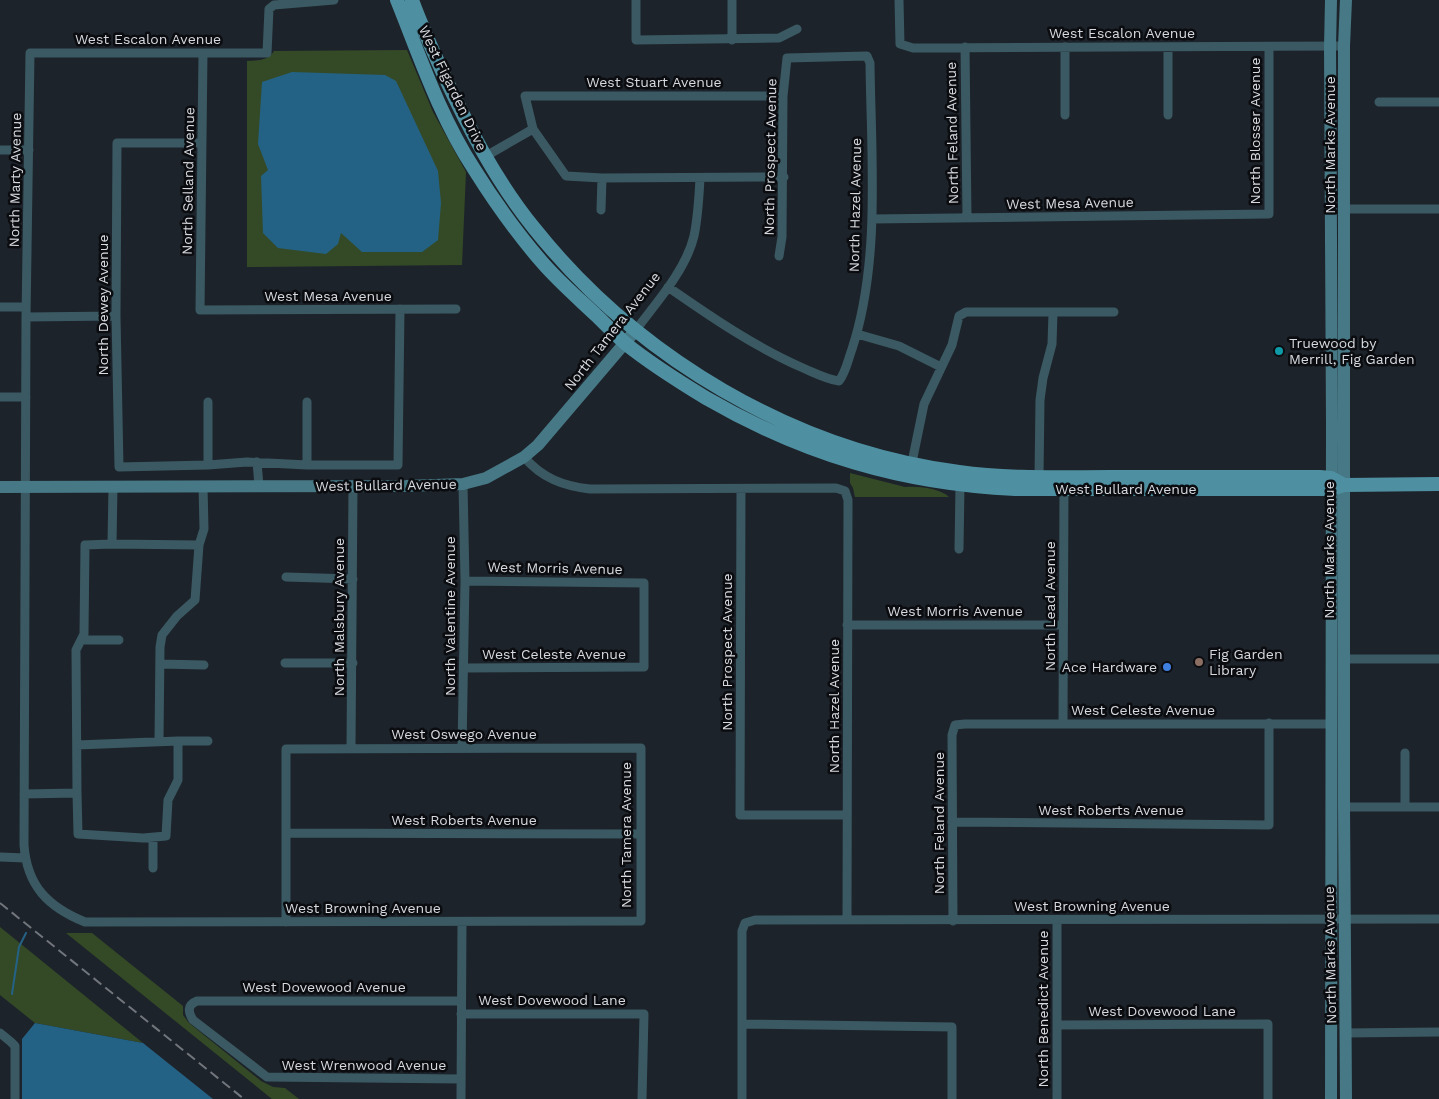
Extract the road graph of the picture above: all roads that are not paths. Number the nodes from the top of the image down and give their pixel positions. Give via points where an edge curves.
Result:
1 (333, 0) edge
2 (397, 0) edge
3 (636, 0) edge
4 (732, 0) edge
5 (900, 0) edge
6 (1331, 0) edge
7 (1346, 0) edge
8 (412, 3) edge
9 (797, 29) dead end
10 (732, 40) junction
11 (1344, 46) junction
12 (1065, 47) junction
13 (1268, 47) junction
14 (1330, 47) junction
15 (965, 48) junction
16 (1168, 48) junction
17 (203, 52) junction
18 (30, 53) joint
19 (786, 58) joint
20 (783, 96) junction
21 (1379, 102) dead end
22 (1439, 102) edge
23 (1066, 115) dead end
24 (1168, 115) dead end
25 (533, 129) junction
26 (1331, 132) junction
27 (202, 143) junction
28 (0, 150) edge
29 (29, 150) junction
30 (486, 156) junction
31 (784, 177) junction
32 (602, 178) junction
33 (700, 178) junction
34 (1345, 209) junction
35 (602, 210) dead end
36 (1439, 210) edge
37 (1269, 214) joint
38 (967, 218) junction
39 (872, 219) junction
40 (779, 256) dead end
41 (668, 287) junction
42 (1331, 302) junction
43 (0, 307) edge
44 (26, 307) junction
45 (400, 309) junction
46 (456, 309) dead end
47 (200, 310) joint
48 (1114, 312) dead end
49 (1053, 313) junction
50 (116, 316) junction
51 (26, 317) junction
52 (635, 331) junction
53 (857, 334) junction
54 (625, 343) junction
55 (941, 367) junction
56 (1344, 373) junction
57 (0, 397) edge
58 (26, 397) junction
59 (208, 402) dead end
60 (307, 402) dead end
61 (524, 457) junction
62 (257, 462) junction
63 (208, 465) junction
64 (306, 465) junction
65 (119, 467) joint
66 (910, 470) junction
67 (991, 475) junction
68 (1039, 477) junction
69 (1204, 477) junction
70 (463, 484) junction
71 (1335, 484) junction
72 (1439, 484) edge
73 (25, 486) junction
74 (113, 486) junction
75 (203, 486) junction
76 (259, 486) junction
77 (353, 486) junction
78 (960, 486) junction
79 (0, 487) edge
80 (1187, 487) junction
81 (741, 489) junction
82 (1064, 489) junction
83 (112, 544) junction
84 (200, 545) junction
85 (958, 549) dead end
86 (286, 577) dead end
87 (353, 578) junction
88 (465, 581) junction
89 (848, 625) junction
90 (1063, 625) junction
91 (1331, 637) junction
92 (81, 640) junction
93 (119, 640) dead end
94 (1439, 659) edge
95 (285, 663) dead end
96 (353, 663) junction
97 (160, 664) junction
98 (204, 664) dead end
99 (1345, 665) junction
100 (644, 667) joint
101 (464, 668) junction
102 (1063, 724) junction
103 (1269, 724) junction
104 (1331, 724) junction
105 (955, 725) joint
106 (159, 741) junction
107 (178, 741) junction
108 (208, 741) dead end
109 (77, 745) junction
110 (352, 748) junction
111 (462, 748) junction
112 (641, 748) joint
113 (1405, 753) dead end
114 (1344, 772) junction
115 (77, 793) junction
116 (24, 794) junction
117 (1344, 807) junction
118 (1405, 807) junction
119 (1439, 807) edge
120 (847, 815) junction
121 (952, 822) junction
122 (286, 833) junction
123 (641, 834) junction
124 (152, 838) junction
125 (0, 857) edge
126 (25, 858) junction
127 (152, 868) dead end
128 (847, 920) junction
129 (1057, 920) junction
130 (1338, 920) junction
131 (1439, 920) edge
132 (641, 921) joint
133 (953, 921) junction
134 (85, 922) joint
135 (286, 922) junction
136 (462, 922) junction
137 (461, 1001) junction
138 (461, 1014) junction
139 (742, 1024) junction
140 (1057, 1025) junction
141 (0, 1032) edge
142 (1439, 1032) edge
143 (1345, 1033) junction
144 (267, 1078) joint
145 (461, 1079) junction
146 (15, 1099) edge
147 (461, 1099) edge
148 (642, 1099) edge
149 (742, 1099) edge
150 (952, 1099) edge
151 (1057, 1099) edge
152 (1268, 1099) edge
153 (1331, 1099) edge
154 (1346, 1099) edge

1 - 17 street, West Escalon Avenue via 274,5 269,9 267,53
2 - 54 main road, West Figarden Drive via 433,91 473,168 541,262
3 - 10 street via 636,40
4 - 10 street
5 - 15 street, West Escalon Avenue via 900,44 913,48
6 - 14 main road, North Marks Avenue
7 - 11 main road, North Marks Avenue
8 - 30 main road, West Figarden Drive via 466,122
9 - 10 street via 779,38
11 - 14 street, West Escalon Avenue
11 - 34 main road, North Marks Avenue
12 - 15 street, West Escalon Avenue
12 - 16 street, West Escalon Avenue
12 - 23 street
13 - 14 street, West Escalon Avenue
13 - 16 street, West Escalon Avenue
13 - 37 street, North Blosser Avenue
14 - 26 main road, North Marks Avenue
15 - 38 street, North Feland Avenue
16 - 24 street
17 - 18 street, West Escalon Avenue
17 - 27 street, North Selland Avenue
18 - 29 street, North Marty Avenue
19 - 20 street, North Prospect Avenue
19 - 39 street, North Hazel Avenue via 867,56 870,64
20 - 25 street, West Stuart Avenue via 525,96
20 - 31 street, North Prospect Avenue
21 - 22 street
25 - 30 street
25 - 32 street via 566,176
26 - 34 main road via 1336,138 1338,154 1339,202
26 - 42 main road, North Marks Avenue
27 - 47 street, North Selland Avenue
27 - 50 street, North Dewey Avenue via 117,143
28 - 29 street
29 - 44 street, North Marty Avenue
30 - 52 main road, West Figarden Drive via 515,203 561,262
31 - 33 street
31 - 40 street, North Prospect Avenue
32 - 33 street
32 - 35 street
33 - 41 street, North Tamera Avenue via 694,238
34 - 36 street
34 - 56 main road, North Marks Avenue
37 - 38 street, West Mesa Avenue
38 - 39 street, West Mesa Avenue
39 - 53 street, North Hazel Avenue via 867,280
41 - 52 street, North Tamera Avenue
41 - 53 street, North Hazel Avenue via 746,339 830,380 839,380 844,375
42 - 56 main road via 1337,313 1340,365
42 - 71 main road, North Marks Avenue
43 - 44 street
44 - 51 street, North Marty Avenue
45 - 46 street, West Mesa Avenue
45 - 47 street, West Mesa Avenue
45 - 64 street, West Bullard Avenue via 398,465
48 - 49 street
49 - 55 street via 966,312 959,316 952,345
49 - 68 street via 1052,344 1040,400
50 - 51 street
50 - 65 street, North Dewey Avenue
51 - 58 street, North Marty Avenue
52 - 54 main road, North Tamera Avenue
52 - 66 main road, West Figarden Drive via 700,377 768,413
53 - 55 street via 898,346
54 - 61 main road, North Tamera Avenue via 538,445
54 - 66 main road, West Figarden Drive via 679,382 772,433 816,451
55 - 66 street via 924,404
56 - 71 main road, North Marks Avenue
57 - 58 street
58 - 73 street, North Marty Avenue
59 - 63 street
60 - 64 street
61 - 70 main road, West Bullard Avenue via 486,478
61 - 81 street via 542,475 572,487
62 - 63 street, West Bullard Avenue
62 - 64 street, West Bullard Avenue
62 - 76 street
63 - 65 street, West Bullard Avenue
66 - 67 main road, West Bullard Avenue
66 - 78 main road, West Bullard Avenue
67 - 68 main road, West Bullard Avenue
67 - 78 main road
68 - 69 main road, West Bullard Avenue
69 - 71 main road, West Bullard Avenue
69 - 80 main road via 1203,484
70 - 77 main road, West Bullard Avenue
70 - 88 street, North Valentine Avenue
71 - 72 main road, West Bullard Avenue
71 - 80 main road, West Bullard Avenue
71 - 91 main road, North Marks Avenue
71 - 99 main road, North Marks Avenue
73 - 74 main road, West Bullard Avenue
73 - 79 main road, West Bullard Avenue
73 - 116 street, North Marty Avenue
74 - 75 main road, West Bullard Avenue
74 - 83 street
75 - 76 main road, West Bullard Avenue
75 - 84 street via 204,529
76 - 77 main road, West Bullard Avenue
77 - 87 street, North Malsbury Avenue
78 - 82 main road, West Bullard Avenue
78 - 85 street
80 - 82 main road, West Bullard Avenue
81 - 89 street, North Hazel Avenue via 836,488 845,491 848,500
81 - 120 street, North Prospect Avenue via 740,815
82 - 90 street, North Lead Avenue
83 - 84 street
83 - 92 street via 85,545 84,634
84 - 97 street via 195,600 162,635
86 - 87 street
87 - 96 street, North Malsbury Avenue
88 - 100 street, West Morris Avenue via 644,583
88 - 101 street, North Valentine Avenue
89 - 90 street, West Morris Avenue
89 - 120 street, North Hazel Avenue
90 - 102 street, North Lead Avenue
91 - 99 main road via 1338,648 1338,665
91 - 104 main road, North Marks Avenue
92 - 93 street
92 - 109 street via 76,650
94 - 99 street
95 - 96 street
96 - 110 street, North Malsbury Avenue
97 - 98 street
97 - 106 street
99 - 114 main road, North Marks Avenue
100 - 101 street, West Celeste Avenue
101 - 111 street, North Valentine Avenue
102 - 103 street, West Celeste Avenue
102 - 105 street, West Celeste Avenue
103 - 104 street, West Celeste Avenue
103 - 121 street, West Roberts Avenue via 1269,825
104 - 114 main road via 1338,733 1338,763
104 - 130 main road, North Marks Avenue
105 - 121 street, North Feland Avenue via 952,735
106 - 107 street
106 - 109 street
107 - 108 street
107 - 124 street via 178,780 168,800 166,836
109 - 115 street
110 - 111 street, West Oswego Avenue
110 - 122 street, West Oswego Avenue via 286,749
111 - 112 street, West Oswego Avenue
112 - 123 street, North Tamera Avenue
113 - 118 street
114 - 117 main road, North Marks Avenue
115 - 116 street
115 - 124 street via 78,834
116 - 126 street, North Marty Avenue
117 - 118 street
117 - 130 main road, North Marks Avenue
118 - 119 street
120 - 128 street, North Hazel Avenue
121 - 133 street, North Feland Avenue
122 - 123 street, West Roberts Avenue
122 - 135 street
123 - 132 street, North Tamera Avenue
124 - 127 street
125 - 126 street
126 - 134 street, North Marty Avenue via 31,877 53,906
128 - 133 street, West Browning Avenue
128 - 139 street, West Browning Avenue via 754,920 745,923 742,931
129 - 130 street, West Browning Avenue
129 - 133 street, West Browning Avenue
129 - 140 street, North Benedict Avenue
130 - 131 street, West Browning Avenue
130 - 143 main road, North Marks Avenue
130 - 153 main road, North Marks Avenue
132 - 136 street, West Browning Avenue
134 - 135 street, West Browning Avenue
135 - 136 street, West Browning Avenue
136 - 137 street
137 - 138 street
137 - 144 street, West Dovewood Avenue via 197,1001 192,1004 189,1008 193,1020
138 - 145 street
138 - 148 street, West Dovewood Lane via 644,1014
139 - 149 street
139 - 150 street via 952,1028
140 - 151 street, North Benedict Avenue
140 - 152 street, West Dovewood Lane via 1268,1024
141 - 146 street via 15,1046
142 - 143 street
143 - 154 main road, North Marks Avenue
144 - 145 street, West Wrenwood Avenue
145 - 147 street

_ _ _ _ _ _ _

▶ _Activity_:
From the data, collect all lines where the string "Benedict" appears.

▶ _Answer for this exercise_:
129 - 140 street, North Benedict Avenue
140 - 151 street, North Benedict Avenue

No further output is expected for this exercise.